While tying such a knot is recommended in climbing manuals, eschewing the practice among experienced climbers is common, Kallen-Brown said.
Such knots can also be problematic because they are time-consuming and can get stuck in rock cracks, Kallen-Brown said.
However, the Fairbanks climber will begin using protective knots while rappelling.
“I’ve reassessed the value judgment, and I now feel that putting that knot in the end of the rope is worth it for safety matters,” he said.
The accident occurred in a steep, rocky section of the rarely climbed 9,130-foot peak in The Great Gorge area of the Ruth Glacier, about 15 miles southeast of Mount McKinley. The pair set out on a day climb about 5 a.m. Monday and had been climbing mixed ice, snow and rock for more than 13 hours. They had ascended about 3,500 feet before turning back 1,400 feet shy of the summit due to unstable snow conditions and a large mushroom-shaped snow obstacle, Kallen-Brown said. Their route of travel, the mountain’s Northeast Ridge, had previously been summitted just once, he added.

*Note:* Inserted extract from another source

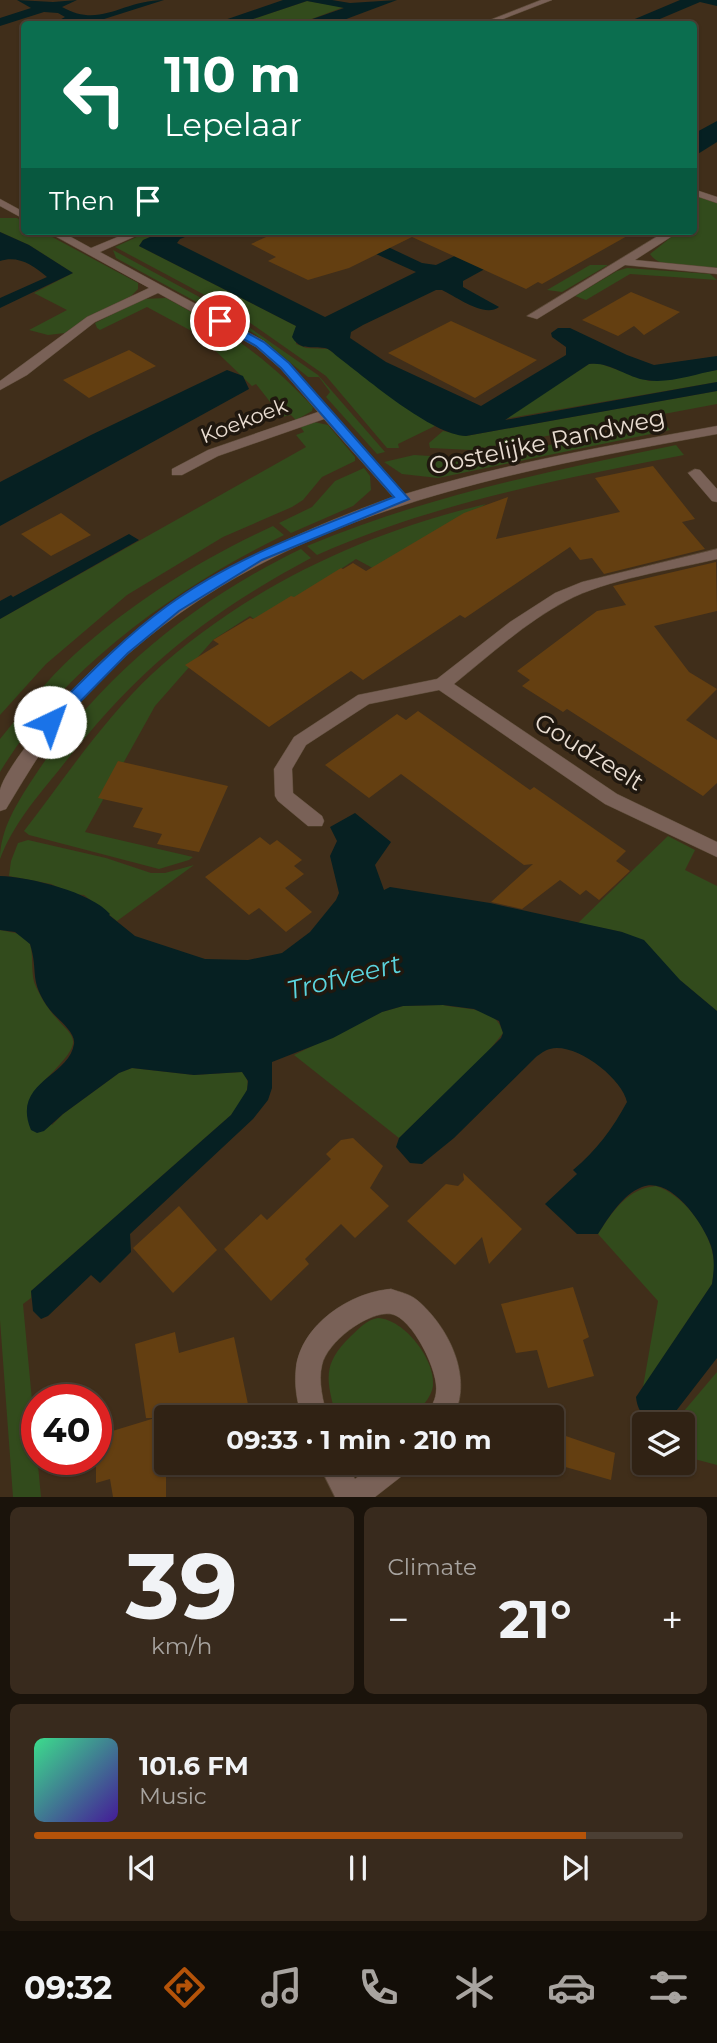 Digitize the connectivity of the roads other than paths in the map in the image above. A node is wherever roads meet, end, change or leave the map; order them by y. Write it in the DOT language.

The climbing fatality is the first in Denali National Park this season. Two climbers died rappelling down Mount Wake in 1994.

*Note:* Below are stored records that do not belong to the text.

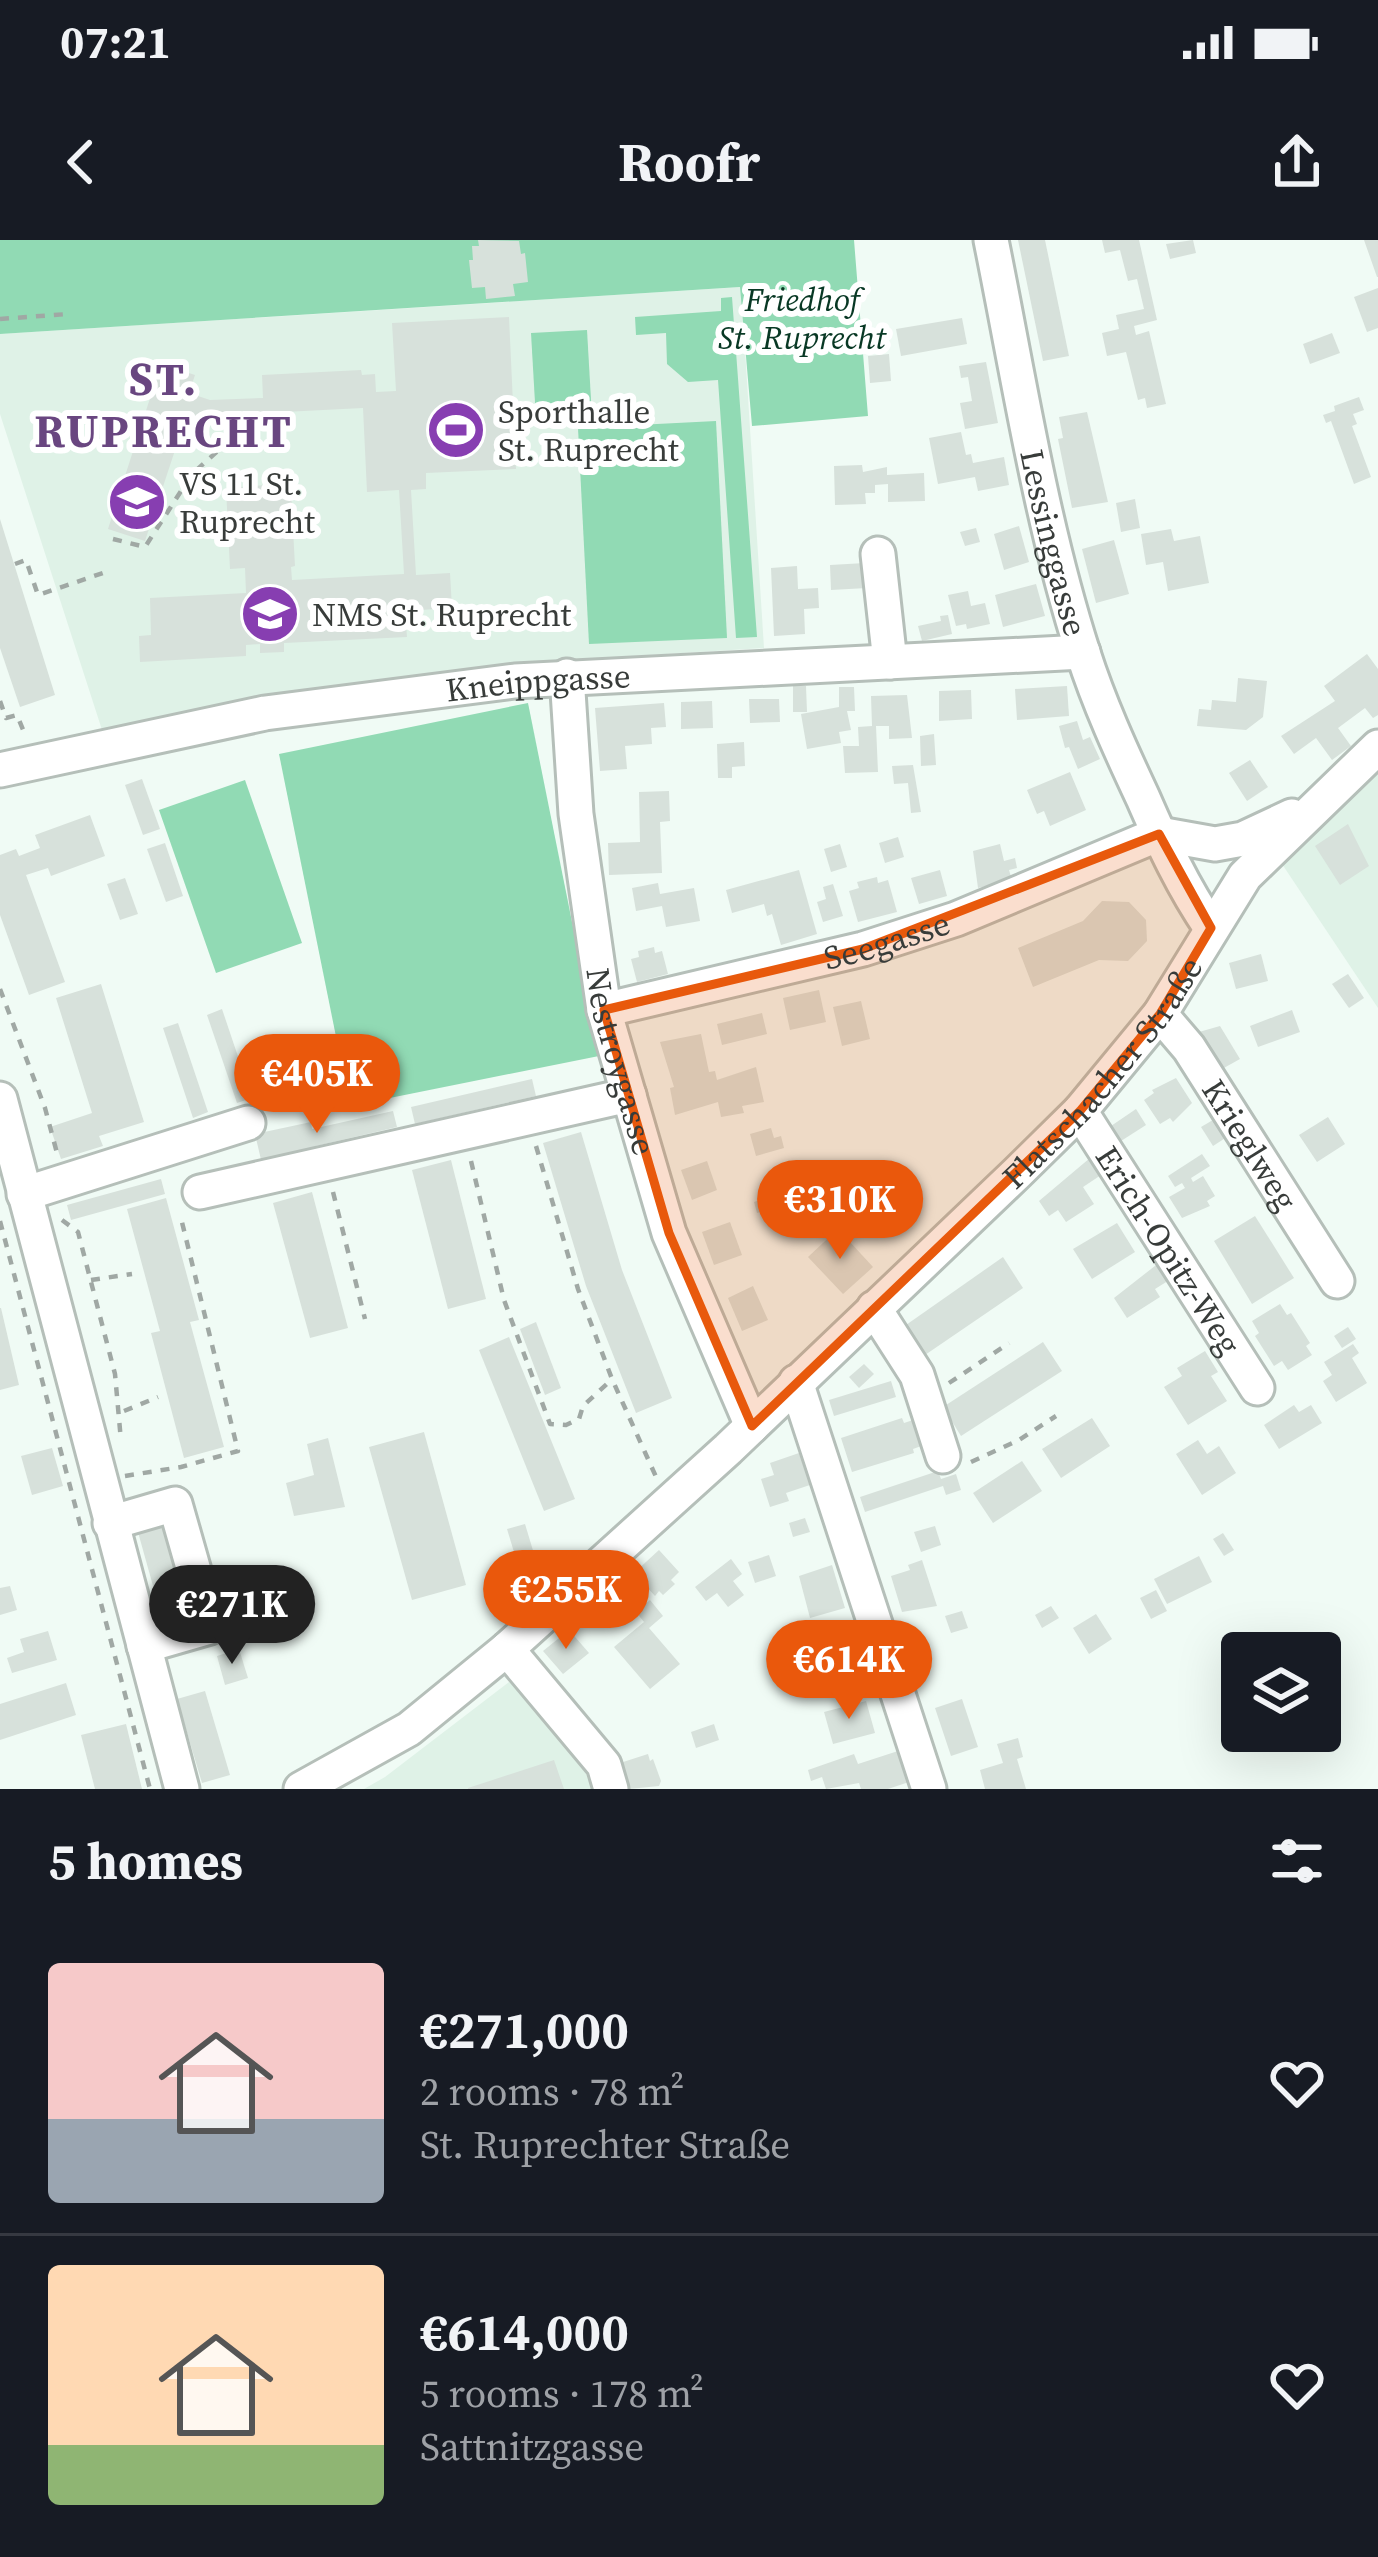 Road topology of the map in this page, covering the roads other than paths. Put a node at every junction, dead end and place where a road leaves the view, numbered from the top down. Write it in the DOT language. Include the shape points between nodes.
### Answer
graph roads {
  1 [pos="991,240"];
  2 [pos="878,554"];
  3 [pos="1083,652"];
  4 [pos="890,662"];
  5 [pos="567,676"];
  6 [pos="1378,747"];
  7 [pos="0,770"];
  8 [pos="1315,805"];
  9 [pos="1159,834"];
  10 [pos="1211,928"];
  11 [pos="604,1010"];
  12 [pos="1160,1014"];
  13 [pos="629,1095"];
  14 [pos="0,1100"];
  15 [pos="1080,1111"];
  16 [pos="248,1123"];
  17 [pos="15,1189"];
  18 [pos="188,1194"];
  19 [pos="1336,1281"];
  20 [pos="874,1308"];
  21 [pos="796,1382"];
  22 [pos="1257,1388"];
  23 [pos="752,1426"];
  24 [pos="943,1456"];
  25 [pos="110,1523"];
  26 [pos="144,1646"];
  27 [pos="507,1649"];
  28 [pos="182,1789"];
  29 [pos="301,1789"];
  30 [pos="611,1789"];
  31 [pos="929,1789"];
  1 -- 3 [label="street, Lessinggasse" via="1050,533"];
  2 -- 4 [label="street"];
  3 -- 4 [label="street, Kneippgasse"];
  3 -- 9 [label="street, Lessinggasse"];
  4 -- 5 [label="street, Kneippgasse"];
  5 -- 7 [label="street, Kneippgasse" via="265,713"];
  5 -- 11 [label="street, Nestroygasse" via="576,814"];
  6 -- 8 [label="street, Flatschacher Straße"];
  8 -- 9 [label="street" via="1243,839 1215,844"];
  8 -- 10 [label="street, Flatschacher Straße" via="1246,876"];
  9 -- 10 [label="street, Lessinggasse"];
  9 -- 11 [label="street, Seegasse" via="863,949"];
  10 -- 12 [label="street, Flatschacher Straße"];
  11 -- 13 [label="street, Nestroygasse"];
  12 -- 15 [label="street, Flatschacher Straße"];
  12 -- 19 [label="street, Krieglweg"];
  13 -- 18 [label="street"];
  13 -- 23 [label="street, Nestroygasse" via="669,1233"];
  14 -- 17 [label="street"];
  15 -- 20 [label="street, Flatschacher Straße"];
  15 -- 22 [label="street, Erich-Opitz-Weg"];
  16 -- 17 [label="street" via="65,1182"];
  17 -- 25 [label="street" via="110,1479"];
  20 -- 21 [label="street, Flatschacher Straße"];
  20 -- 24 [label="street" via="917,1375"];
  21 -- 23 [label="street, Flatschacher Straße"];
  21 -- 31 [label="street"];
  23 -- 27 [label="street, Flatschacher Straße"];
  25 -- 26 [label="street"];
  25 -- 26 [label="street" via="175,1504 210,1627"];
  26 -- 28 [label="street"];
  27 -- 29 [label="street, Flatschacher Straße" via="409,1729"];
  27 -- 30 [label="street" via="604,1765"];
}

While word of the death has spread through the Seattle climbing community, the woman’s name has not yet been released pending the notification of her husband, who is traveling in a remote area overseas, Kallen-Brown said.
Kallen-Brown, who dangerously downclimbed alone for 50 minutes to reach his partner’s body at the bottom of a steep gully and confirm her death, was visibly affected while discussing the accident. He believes she died upon impact during the fall.
“It’s really a kind of a shocking and raw experience. As much as you play the scenarios through your head, it’s completely different when it actually happens and I don’t think you can actually be prepared for it,” said Kallen-Brown, who previously had experienced nothing worse than frostnip despite a handful of ambitious climbs that include last month’s first winter ascent of the Alaska Range’s Mount Huntington.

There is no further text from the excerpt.